Friss-oder-Stirb: Euer Geld auf unseren Banken
Auf dieser Grundlage hatte die Nixon-Regierung einen „einmaligen Friss-oder-Stirb-Plan“ ausgearbeitet, der jeden einzelnen Aspekt der saudisch-amerikanischen Beziehungen in den kommenden Jahrzehnten beeinflussen sollte:
Das Konzept bestand einfach darin, dass die USA weiterhin Öl von der verstaatlichten Saudi-Aramco kaufen. Im Gegenzug beschafft Saudi-Arabien Rüstungsgüter und Ausrüstung in den USA. Außerdem müssen die Saudis die Milliarden ihrer Öleinnahmen in US-Staatsanleihen investieren, um so Amerikas Ausgaben zu finanzieren. Bekannt wurde dieses Konzept später als Petrodollar-Recycling.

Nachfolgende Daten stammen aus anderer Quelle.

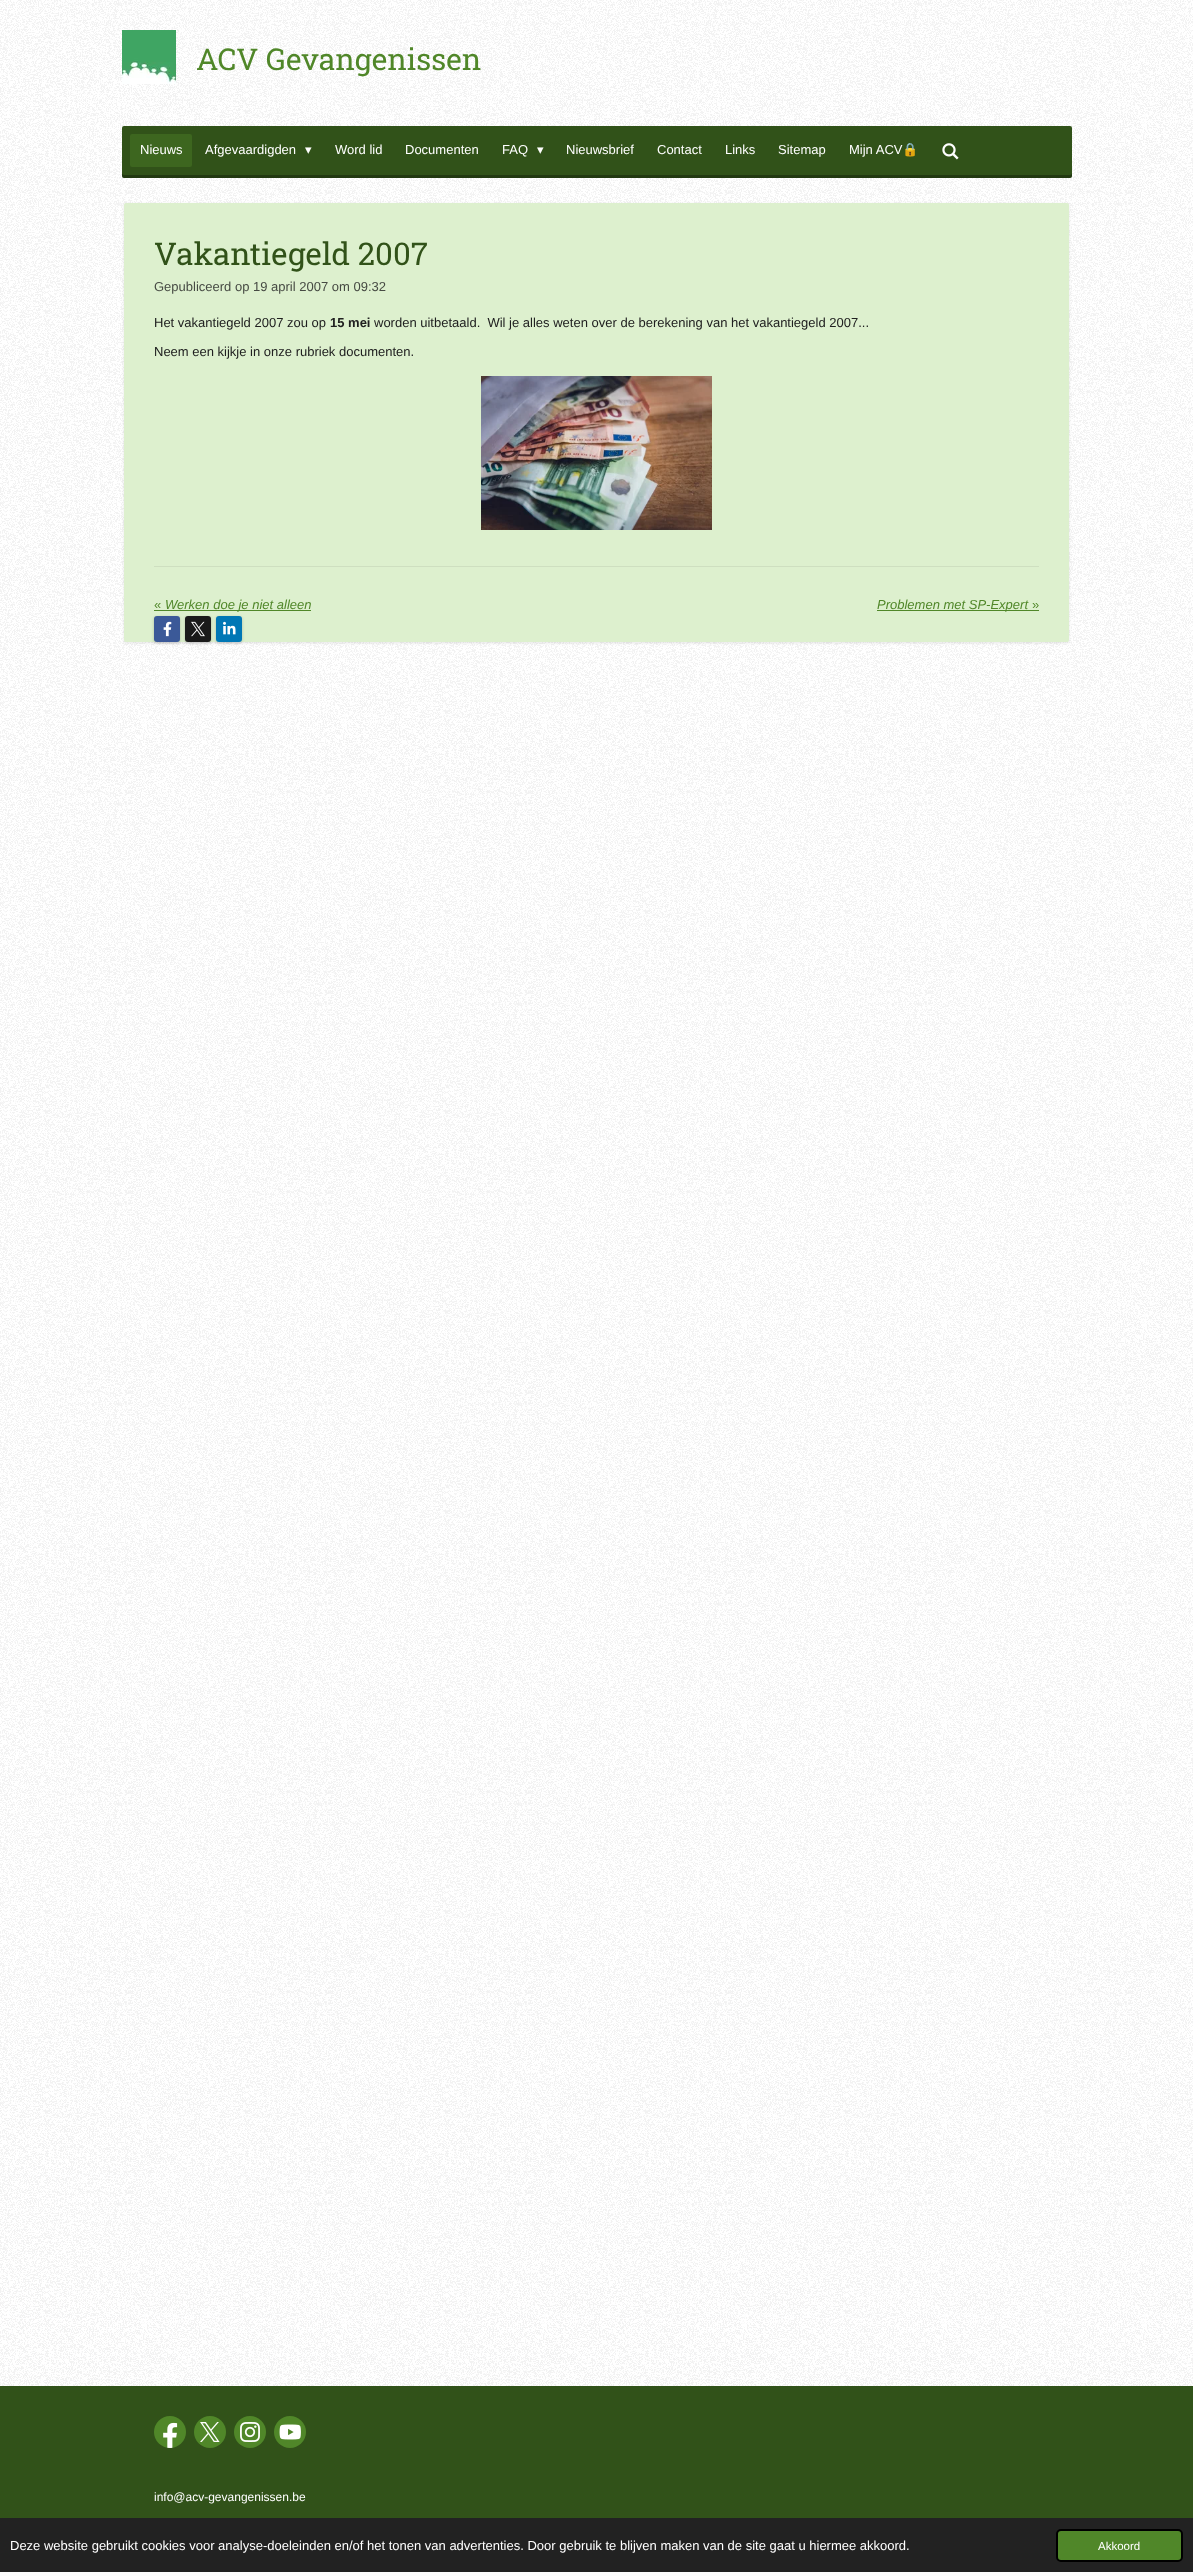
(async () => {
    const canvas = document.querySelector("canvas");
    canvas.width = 1193;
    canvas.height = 2572;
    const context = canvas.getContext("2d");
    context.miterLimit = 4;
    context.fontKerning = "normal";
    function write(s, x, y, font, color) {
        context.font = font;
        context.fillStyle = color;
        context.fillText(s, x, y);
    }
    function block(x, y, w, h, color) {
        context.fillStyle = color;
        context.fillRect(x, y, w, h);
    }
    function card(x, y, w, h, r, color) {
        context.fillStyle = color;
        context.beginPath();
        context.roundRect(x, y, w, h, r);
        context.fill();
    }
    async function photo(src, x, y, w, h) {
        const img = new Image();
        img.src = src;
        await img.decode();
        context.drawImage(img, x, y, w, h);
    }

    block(0, 0, 1193, 2572, "rgb(255, 255, 255)");
    await photo("media/1.png", 0, 0, 1193, 2386);
    await photo("media/2.png", 122, 30, 54, 54);
    write("ACV Gevangenissen", 196, 70, "30px Roboto Slab", "rgb(80, 135, 41)");
    card(122, 126, 950, 52, 2, "rgb(49, 82, 25)");
    context.fillStyle = "rgba(0, 0, 0, 0.3)";
    context.beginPath();
    context.moveTo(122, 173);
    context.lineTo(122, 176);
    context.bezierCurveTo(122, 177, 123, 178, 124, 178);
    context.lineTo(1070, 178);
    context.bezierCurveTo(1071, 178, 1072, 177, 1072, 176);
    context.lineTo(1072, 174);
    context.lineTo(1070, 175);
    context.lineTo(124, 175);
    context.bezierCurveTo(123, 175, 122, 174, 122, 173);
    context.closePath();
    context.fill();
    card(130, 134, 62, 33, 2, "rgb(61, 102, 31)");
    write("Nieuws", 140, 154, "13px Liberation Sans", "rgb(255, 255, 255)");
    write("Afgevaardigden", 205, 154, "13px Liberation Sans", "rgb(255, 255, 255)");
    write("▾", 305, 154, "13px DejaVu Sans", "rgb(255, 255, 255)");
    write("Word lid", 335, 154, "13px Liberation Sans", "rgb(255, 255, 255)");
    write("Documenten", 405, 154, "13px Liberation Sans", "rgb(255, 255, 255)");
    write("FAQ", 502, 154, "13px Liberation Sans", "rgb(255, 255, 255)");
    write("▾", 537, 154, "13px DejaVu Sans", "rgb(255, 255, 255)");
    write("Nieuwsbrief", 566, 154, "13px Liberation Sans", "rgb(255, 255, 255)");
    write("Contact", 657, 154, "13px Liberation Sans", "rgb(255, 255, 255)");
    write("Links", 725, 154, "13px Liberation Sans", "rgb(255, 255, 255)");
    write("Sitemap", 778, 154, "13px Liberation Sans", "rgb(255, 255, 255)");
    write("Mijn ACV", 849, 154, "13px Liberation Sans", "rgb(255, 255, 255)");
    write("🔒", 902, 154, "13px Noto Color Emoji", "rgb(255, 255, 255)");
    await photo("media/3.png", 942, 143, 17, 17);
    context.fillStyle = "rgba(0, 0, 0, 0.1)";
    context.filter = "blur(1.5px)";
    context.beginPath();
    context.rect(124, 204, 945, 439);
    context.fill();
    context.filter = "none";
    card(124, 203, 945, 439, 2, "rgb(221, 240, 206)");
    write("Vakantiegeld 2007", 154, 265, "31.25px Roboto Slab", "rgb(49, 82, 25)");
    write("Gepubliceerd op 19 april 2007 om 09:32", 154, 291, "13px Liberation Sans", "rgb(70, 74, 67)");
    write("Het vakantiegeld 2007 zou op", 154, 327, "13px Liberation Sans", "rgb(32, 32, 32)");
    write("15 mei", 330, 327, "bold 13px Liberation Sans", "rgb(32, 32, 32)");
    write("worden uitbetaald.  Wil je alles weten over de berekening van het vakantiegeld 2007...", 374, 327, "13px Liberation Sans", "rgb(32, 32, 32)");
    write("Neem een kijkje in onze rubriek documenten.", 154, 356, "13px Liberation Sans", "rgb(32, 32, 32)");
    await photo("media/4.png", 481, 376, 231, 154);
    block(154, 566, 885, 1, "rgb(206, 223, 192)");
    write("«", 154, 609, "13px Liberation Sans", "rgb(80, 135, 41)");
    block(154, 610, 157, 1, "rgb(80, 135, 41)");
    write("Werken doe je niet alleen", 165, 609, "italic 13px Liberation Sans", "rgb(80, 135, 41)");
    block(877, 610, 162, 1, "rgb(80, 135, 41)");
    write("Problemen met SP-Expert", 877, 609, "italic 13px Liberation Sans", "rgb(80, 135, 41)");
    write("»", 1032, 609, "13px Liberation Sans", "rgb(80, 135, 41)");
    context.fillStyle = "rgba(0, 0, 0, 0.2)";
    context.filter = "blur(1.5px)";
    context.beginPath();
    context.roundRect(154, 617, 26, 26, 3);
    context.fill();
    context.filter = "none";
    card(154, 616, 26, 26, 3, "rgb(59, 89, 152)");
    await photo("media/5.png", 163, 621, 9, 16);
    context.fillStyle = "rgba(0, 0, 0, 0.2)";
    context.filter = "blur(1.5px)";
    context.beginPath();
    context.roundRect(185, 617, 26, 26, 3);
    context.fill();
    context.filter = "none";
    card(185, 616, 26, 26, 3, "rgb(26, 26, 26)");
    await photo("media/6.png", 191, 621, 14, 16);
    context.fillStyle = "rgba(0, 0, 0, 0.2)";
    context.filter = "blur(1.5px)";
    context.beginPath();
    context.roundRect(216, 617, 26, 26, 3);
    context.fill();
    context.filter = "none";
    card(216, 616, 26, 26, 3, "rgb(0, 119, 181)");
    await photo("media/7.png", 223, 621, 13, 14);
    block(0, 2386, 1193, 132, "rgb(49, 82, 25)");
    context.fillStyle = "rgb(80, 135, 41)";
    context.beginPath();
    context.arc(170, 2432, 16, 0, Math.PI * 2);
    context.fill();
    await photo("media/8.png", 163, 2422, 15, 26);
    context.beginPath();
    context.arc(210, 2432, 16, 0, Math.PI * 2);
    context.fill();
    await photo("media/9.png", 200, 2422, 20, 20);
    context.beginPath();
    context.arc(250, 2432, 16, 0, Math.PI * 2);
    context.fill();
    await photo("media/10.png", 240, 2422, 20, 20);
    context.beginPath();
    context.arc(290, 2432, 16, 0, Math.PI * 2);
    context.fill();
    await photo("media/11.png", 279, 2424, 22, 16);
    write("info@acv-gevangenissen.be", 154, 2501, "12px Liberation Sans", "rgb(255, 255, 255)");
    block(0, 2518, 1193, 54, "rgb(34, 34, 34)");
    write("Deze website gebruikt cookies voor analyse-doeleinden en/of het tonen van advertenties. Door gebruik te blijven maken van de site gaat u hiermee akkoord.", 10, 2550, "13px Liberation Sans", "rgb(255, 255, 255)");
    context.fillStyle = "rgb(80, 135, 41)";
    context.beginPath();
    context.roundRect(1057, 2530, 125, 31, 4);
    context.fill();
    context.strokeStyle = "rgb(0, 0, 0)";
    context.lineWidth = 2;
    context.stroke();
    write("Akkoord", 1098, 2550, "11.5px Liberation Sans", "rgb(255, 255, 255)");
})();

Wie jetzt bekannt wurde, benötigte man damals mehrere diskrete Folgetreffen, um alle Details festzulegen, berichtet Parsky. Aber selbst nach mehreren Monaten der Verhandlungen blieb ein kleines, aber nicht unwichtiges Problem ungelöst. König Faisal bin Abdulaziz Al Saud bestand darauf, dass die Käufe der Staatsanleihen (treasury) „streng geheim“ bleiben, wie aus einem diplomatischen Telegramm hervorgeht, das Bloomberg aus der Datenbank National Archives erhielt.
Nur eine „handvoll Beamte aus der Zentralbank“ kannten dieses Geheimnis und bewahrten es über mehr als vier Jahrzehnte. Eine Anfrage von Bloomberg nach dem Freedom-of-Information-Act ergab nun, dass Saudi-Arabien mit 117 Milliarden Dollar einer der größten ausländischen Gläubiger der USA ist. Gegenüber Bloomberg sagte ein anonymer Finanzbeamter jedoch, dass diese offizielle Zahl zwar die Bedeutung Saudi-Arabiens als Gläubiger belegt. Tatsächlich könne es sich jedoch um eine „grobe Untertreibung“ handeln. Vermutlich liege die tatsächliche Zahl „um das Doppelte oder noch stärker“ darüber.
Damals, mitten in der Ölkrise, lautete die größte Befürchtung von König Faisal, dass das saudische Geld auf „direktem oder indirekten“ Weg in den Händen seiner „größten Feinde“ landet, etwa in Form von zusätzlichen US-Unterstützung für das Baath-Regime im Irak.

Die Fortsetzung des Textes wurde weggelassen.